[[ Data open ]]
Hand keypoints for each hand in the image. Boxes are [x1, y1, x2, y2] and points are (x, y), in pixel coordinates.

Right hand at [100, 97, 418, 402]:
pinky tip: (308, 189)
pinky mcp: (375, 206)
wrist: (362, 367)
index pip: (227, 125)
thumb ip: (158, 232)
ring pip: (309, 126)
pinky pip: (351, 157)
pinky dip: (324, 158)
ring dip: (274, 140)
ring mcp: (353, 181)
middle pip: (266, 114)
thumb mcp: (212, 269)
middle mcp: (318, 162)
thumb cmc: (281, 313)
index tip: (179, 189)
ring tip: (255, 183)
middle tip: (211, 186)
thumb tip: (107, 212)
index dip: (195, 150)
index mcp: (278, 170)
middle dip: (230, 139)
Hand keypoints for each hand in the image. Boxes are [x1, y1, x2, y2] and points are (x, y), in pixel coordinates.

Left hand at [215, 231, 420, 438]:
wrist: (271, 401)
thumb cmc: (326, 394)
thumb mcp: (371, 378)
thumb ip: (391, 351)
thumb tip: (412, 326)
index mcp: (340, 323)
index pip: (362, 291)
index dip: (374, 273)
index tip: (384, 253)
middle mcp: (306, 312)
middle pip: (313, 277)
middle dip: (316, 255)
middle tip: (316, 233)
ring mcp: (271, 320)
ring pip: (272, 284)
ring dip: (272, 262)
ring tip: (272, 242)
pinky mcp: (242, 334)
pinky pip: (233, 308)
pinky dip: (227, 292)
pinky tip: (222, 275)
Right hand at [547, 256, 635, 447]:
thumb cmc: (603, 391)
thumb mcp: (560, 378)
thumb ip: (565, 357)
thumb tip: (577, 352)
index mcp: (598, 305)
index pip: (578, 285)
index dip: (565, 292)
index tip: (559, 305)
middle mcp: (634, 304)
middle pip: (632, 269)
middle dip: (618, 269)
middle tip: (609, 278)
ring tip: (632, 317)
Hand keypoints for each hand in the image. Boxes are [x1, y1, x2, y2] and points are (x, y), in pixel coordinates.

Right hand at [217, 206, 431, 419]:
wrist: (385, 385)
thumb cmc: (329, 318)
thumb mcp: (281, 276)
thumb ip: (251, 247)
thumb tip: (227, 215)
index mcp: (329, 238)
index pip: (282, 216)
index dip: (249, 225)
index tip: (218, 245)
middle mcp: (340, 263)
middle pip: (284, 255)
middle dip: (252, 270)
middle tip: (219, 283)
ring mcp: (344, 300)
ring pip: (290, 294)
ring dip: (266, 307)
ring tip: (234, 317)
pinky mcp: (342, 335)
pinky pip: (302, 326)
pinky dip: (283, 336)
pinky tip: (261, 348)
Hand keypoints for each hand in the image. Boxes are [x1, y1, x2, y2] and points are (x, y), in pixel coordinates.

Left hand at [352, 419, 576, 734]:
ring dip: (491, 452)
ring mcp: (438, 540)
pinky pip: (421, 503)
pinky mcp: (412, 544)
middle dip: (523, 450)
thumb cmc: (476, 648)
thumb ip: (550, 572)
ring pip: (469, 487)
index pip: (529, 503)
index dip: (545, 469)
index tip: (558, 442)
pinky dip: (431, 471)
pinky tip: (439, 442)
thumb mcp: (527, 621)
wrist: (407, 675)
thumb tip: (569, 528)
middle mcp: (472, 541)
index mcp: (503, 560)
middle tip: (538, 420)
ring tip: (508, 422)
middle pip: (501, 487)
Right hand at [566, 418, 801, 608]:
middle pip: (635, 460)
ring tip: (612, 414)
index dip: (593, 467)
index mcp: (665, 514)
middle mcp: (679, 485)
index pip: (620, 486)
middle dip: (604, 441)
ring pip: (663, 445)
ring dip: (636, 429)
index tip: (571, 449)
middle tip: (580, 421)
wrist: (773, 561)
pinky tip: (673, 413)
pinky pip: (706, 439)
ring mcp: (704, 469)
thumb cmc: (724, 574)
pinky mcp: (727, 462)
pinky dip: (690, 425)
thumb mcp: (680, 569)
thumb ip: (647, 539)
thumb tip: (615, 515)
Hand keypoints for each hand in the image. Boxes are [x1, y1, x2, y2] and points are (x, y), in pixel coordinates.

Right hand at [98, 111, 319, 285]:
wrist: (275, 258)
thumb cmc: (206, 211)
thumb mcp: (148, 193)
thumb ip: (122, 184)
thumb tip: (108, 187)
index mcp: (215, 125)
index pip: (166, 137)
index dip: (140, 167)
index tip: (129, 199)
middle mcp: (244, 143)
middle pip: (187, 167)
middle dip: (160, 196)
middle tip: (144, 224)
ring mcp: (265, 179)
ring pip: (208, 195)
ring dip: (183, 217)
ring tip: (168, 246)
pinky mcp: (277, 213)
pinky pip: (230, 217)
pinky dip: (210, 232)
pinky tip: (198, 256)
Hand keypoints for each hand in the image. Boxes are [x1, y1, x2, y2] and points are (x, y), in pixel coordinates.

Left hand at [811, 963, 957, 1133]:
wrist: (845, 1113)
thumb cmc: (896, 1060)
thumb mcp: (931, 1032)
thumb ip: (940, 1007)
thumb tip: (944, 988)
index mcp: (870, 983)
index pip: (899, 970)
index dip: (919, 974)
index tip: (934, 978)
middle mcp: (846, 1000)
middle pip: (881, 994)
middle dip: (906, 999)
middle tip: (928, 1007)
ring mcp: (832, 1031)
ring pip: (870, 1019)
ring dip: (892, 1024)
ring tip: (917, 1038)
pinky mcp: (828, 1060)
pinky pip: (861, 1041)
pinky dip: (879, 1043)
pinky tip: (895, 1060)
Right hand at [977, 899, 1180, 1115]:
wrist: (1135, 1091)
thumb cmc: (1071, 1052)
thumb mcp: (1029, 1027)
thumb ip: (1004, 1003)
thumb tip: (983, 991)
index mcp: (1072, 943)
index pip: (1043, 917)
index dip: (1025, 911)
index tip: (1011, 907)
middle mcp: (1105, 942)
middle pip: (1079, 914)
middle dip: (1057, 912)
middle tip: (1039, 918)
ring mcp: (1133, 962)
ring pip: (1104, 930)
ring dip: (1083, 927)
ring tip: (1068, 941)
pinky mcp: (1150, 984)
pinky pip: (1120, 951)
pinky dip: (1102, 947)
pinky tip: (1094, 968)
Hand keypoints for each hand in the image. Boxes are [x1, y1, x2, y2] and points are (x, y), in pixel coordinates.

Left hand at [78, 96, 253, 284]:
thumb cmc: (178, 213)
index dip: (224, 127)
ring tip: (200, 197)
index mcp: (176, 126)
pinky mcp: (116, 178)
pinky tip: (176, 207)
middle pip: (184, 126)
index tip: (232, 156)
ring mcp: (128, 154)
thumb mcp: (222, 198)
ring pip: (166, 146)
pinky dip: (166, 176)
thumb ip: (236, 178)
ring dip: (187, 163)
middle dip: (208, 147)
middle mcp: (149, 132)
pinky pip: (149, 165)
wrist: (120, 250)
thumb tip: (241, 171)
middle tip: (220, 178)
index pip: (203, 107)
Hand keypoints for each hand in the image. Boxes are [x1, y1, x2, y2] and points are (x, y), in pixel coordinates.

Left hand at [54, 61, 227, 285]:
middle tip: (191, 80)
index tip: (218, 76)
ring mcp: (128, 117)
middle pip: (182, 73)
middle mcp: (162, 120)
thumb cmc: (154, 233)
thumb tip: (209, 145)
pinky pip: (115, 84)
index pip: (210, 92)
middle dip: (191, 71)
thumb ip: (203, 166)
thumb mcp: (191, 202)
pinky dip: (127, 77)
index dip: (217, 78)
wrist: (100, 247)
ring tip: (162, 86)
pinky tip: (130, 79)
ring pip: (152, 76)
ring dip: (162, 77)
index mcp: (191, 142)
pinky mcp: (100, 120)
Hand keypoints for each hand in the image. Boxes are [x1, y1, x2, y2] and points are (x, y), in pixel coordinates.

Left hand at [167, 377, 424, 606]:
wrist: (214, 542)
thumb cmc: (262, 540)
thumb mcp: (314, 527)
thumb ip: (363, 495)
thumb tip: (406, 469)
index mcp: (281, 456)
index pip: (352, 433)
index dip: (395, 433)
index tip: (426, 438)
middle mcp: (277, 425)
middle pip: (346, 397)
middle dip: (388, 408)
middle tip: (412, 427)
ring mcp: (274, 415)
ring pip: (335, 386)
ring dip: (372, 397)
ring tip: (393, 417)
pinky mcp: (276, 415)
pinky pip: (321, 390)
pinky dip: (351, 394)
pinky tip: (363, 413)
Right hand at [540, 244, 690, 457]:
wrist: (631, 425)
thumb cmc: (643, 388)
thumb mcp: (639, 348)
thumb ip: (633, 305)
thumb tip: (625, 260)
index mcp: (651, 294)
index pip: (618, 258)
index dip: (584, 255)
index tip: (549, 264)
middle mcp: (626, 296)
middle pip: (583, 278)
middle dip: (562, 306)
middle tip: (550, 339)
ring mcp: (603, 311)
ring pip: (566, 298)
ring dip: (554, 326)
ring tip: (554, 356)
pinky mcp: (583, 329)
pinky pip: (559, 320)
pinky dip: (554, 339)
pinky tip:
[[ Data closed ]]
## Assignment
Precisely the lines between those holding "pinky pip: (230, 217)" and "middle pip: (1079, 914)", inclusive, are to be reproduced from the listing above, with nothing added.

## Solution below
pinky pip: (230, 217)
pinky dip: (210, 232)
pinky tip: (198, 256)
Hand keypoints for each hand in the image. Boxes are [x1, y1, x2, y2] and points are (x, y), in pixel coordinates.

Left hand at [811, 963, 957, 1133]:
wrist: (845, 1113)
thumb cmc: (896, 1060)
thumb mcp: (931, 1032)
thumb ip: (940, 1007)
thumb tip: (944, 988)
index mcp: (870, 983)
index pip: (899, 970)
index dip: (919, 974)
index tip: (934, 978)
middle mcp: (846, 1000)
middle pip: (881, 994)
middle dip: (906, 999)
middle tip: (928, 1007)
ring mcp: (832, 1031)
ring pip: (870, 1019)
ring dip: (892, 1024)
ring tip: (917, 1038)
pinky mcp: (828, 1060)
pinky pip: (861, 1041)
pinky dip: (879, 1043)
pinky tip: (895, 1060)
Right hand at [977, 899, 1180, 1115]:
wrist: (1135, 1091)
thumb cmc: (1071, 1052)
thumb mcp: (1029, 1027)
thumb ip: (1004, 1003)
thumb tip: (983, 991)
index mcp: (1072, 943)
index pip: (1043, 917)
index dip: (1025, 911)
index tip: (1011, 907)
middle mcp: (1105, 942)
middle pip: (1079, 914)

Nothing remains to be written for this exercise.